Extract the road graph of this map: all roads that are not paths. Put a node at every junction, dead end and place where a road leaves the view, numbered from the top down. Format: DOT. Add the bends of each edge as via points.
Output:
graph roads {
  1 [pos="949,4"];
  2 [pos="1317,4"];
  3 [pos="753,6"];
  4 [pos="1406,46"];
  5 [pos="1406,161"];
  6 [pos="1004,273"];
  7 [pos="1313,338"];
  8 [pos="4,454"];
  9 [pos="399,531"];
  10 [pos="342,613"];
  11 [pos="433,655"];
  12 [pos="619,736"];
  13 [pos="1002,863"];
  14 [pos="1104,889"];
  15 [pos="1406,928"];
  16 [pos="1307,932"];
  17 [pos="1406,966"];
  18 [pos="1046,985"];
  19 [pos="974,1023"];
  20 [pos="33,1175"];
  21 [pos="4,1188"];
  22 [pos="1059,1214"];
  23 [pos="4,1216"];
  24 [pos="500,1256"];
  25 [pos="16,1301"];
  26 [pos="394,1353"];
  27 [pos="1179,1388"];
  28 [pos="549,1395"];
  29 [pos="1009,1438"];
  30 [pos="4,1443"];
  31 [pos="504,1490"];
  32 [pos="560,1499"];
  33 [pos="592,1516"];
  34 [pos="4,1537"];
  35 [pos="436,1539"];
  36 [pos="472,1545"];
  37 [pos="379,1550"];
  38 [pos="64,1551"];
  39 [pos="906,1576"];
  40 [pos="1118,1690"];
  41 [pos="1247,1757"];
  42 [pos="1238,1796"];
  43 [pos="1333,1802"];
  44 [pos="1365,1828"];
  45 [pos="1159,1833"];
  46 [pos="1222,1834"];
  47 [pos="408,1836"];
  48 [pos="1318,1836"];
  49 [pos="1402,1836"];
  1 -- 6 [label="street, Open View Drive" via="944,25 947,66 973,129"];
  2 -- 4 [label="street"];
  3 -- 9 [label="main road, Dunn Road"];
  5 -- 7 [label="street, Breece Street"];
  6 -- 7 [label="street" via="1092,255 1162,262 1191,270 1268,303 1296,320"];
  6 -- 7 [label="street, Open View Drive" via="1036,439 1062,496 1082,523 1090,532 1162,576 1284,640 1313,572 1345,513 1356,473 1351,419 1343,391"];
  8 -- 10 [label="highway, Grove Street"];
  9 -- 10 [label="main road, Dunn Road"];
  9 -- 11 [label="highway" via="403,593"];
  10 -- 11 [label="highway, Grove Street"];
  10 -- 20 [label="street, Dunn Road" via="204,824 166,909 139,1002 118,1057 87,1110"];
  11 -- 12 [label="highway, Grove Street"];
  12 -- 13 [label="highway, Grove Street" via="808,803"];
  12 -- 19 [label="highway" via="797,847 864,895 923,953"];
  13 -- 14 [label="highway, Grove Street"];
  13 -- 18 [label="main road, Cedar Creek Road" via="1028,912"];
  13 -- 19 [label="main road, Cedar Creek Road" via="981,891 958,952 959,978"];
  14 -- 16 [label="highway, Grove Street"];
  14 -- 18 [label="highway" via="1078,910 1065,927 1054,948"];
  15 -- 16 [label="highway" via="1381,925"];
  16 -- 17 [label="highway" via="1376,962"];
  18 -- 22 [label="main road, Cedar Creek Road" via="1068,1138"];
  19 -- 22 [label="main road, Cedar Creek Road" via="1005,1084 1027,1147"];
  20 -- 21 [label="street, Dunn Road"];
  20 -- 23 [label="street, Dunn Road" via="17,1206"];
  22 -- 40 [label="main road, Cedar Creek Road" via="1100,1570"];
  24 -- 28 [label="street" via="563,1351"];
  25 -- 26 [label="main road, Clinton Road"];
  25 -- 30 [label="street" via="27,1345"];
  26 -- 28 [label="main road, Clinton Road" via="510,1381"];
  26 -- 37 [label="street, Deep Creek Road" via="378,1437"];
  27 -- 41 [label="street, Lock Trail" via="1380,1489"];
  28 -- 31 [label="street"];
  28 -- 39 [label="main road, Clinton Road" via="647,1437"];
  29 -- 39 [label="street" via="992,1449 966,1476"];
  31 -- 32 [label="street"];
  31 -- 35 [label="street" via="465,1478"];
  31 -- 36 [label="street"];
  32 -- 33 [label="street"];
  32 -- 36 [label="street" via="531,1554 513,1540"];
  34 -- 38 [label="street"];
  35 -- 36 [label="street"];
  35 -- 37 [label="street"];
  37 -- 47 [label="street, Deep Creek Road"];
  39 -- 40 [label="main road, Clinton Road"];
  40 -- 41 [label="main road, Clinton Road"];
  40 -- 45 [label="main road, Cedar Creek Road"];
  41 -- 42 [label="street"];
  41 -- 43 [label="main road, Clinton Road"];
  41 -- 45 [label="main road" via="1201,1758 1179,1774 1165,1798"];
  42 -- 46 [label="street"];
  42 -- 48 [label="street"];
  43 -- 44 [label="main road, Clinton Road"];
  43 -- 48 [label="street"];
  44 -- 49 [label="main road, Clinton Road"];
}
-*-*-
▸ **Work instructions**
Which lines in the entries above contain "Drive"? Pull each of them out.

▸ **Exercise answer**
  1 -- 6 [label="street, Open View Drive" via="944,25 947,66 973,129"];
  6 -- 7 [label="street, Open View Drive" via="1036,439 1062,496 1082,523 1090,532 1162,576 1284,640 1313,572 1345,513 1356,473 1351,419 1343,391"];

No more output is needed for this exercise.